## Entries shown
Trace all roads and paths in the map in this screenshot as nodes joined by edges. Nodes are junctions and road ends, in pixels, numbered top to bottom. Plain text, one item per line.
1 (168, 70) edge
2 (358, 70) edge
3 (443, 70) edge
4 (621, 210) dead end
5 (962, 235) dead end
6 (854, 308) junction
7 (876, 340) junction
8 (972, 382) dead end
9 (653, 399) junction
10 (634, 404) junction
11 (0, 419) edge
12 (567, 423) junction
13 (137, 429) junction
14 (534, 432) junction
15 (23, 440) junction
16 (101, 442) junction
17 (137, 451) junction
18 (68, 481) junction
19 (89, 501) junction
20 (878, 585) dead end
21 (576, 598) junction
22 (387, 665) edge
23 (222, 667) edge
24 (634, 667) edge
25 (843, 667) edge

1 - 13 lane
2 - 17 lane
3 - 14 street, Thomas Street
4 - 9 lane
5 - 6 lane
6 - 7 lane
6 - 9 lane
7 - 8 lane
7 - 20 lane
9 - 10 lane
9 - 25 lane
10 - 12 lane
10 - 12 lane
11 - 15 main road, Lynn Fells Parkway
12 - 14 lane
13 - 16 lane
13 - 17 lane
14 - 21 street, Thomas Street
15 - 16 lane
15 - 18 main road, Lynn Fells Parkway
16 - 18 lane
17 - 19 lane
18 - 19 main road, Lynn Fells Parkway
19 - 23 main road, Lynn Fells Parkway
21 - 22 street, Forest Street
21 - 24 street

## Problem to solve
Every line of the data is to be printed again exactly.

## Output of the task
Trace all roads and paths in the map in this screenshot as nodes joined by edges. Nodes are junctions and road ends, in pixels, numbered top to bottom. Plain text, one item per line.
1 (168, 70) edge
2 (358, 70) edge
3 (443, 70) edge
4 (621, 210) dead end
5 (962, 235) dead end
6 (854, 308) junction
7 (876, 340) junction
8 (972, 382) dead end
9 (653, 399) junction
10 (634, 404) junction
11 (0, 419) edge
12 (567, 423) junction
13 (137, 429) junction
14 (534, 432) junction
15 (23, 440) junction
16 (101, 442) junction
17 (137, 451) junction
18 (68, 481) junction
19 (89, 501) junction
20 (878, 585) dead end
21 (576, 598) junction
22 (387, 665) edge
23 (222, 667) edge
24 (634, 667) edge
25 (843, 667) edge

1 - 13 lane
2 - 17 lane
3 - 14 street, Thomas Street
4 - 9 lane
5 - 6 lane
6 - 7 lane
6 - 9 lane
7 - 8 lane
7 - 20 lane
9 - 10 lane
9 - 25 lane
10 - 12 lane
10 - 12 lane
11 - 15 main road, Lynn Fells Parkway
12 - 14 lane
13 - 16 lane
13 - 17 lane
14 - 21 street, Thomas Street
15 - 16 lane
15 - 18 main road, Lynn Fells Parkway
16 - 18 lane
17 - 19 lane
18 - 19 main road, Lynn Fells Parkway
19 - 23 main road, Lynn Fells Parkway
21 - 22 street, Forest Street
21 - 24 street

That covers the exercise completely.